The impacts will see a discount within the variety of worker and contractor roles in a spread of Maersk Oil enterprise areas, in addition to the corporate’s headquarters, the corporate stated. It brings the overall variety of positions taken out of the group throughout 2015 to roughly 1,250.
“These are difficult decisions for any business and my immediate concern is for the welfare of those affected directly by today’s news,” stated Maersk Oil CEO Jakob Thomasen.
“We are operating in a materially changed oil price environment and have taken necessary decisions to reduce activity levels through 2015, and ensure we focus where we can see adequate returns from our most robust projects. This approach has seen us sanction mega-projects like Johan Sverdrup and Culzean during the year. We remain focused on longer term growth opportunities, which play to our technical strengths, and the continued safety of all our people and assets.”
“We expect the pressure to continue into 2016 and we must remain cost-focused to grow in this market. I commend our people for the improvements in our operating performance whilst we have been managing down costs across the organization,” he stated.
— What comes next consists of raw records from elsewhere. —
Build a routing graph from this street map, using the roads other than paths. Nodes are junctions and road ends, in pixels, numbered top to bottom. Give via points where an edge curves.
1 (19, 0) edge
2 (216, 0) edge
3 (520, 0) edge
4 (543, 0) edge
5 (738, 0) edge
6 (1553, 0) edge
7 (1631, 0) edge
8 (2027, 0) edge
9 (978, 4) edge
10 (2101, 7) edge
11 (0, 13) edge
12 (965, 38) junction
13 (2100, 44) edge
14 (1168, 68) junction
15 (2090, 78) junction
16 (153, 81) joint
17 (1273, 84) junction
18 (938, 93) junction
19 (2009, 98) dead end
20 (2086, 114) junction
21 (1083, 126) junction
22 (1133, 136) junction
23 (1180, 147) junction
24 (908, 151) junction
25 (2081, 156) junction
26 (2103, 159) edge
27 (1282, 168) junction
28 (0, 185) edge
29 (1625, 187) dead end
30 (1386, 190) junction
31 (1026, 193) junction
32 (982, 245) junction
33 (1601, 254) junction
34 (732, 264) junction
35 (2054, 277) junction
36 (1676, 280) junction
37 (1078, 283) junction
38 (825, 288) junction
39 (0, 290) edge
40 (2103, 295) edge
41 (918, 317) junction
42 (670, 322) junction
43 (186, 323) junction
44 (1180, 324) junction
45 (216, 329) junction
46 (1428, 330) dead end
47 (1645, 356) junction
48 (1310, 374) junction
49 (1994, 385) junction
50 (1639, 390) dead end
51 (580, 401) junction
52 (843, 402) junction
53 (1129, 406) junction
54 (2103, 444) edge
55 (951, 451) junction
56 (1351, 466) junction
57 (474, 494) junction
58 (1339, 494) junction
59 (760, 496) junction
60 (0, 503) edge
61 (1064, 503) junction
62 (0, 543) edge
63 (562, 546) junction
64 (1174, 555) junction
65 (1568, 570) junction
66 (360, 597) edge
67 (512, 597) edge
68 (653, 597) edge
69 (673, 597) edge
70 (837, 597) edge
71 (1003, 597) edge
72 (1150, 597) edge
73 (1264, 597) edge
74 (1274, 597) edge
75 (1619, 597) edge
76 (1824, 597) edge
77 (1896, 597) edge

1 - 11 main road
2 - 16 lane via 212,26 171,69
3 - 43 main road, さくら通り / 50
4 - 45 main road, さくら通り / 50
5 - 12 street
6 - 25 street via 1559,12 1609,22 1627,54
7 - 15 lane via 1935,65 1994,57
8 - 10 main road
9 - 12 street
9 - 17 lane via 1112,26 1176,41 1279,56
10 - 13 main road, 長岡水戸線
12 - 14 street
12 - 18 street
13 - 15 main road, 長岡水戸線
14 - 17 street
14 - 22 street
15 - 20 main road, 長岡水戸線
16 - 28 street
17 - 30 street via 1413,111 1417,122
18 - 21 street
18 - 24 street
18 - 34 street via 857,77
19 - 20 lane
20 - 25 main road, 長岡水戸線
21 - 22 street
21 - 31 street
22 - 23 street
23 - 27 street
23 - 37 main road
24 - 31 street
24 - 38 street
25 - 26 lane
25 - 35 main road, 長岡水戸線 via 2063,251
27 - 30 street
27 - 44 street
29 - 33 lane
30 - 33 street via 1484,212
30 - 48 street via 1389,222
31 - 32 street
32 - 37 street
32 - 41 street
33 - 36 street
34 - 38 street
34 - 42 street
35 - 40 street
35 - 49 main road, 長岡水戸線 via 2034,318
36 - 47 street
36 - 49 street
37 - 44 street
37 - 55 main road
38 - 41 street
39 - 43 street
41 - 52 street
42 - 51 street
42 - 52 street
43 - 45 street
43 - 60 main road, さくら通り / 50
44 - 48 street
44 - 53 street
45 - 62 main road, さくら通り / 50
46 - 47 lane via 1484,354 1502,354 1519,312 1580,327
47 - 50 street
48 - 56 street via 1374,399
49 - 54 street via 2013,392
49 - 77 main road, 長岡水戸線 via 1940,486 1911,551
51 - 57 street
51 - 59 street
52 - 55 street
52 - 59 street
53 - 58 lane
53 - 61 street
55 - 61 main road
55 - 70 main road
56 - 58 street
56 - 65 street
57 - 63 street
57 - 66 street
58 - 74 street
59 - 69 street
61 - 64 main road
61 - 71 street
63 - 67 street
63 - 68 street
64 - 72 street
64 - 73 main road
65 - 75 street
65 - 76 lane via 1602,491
Business Units in Qatar and Norway will implement reductions consistent with the 10-12% vary, with barely decrease ranges within the Danish operations, in Kazakhstan and within the firm’s Copenhagen headquarters, Maersk Oil stated.
In the UK, Maersk Oil has already outlined plans to scale back headcount by round 220 positions because of the retirement of the Janice asset and adjustments to the offshore rotation. Meanwhile 60 roles in Angola and the United States related to delays within the Chissonga venture have been introduced final month. Both of these reductions are included within the numbers revealed in Monday’s announcement, the corporate stated.
Weekly Insights from the Helm
Dive right into a sea of data with our meticulously curated weekly “Dispatch” e-mail. It’s greater than only a publication; it’s your private maritime briefing.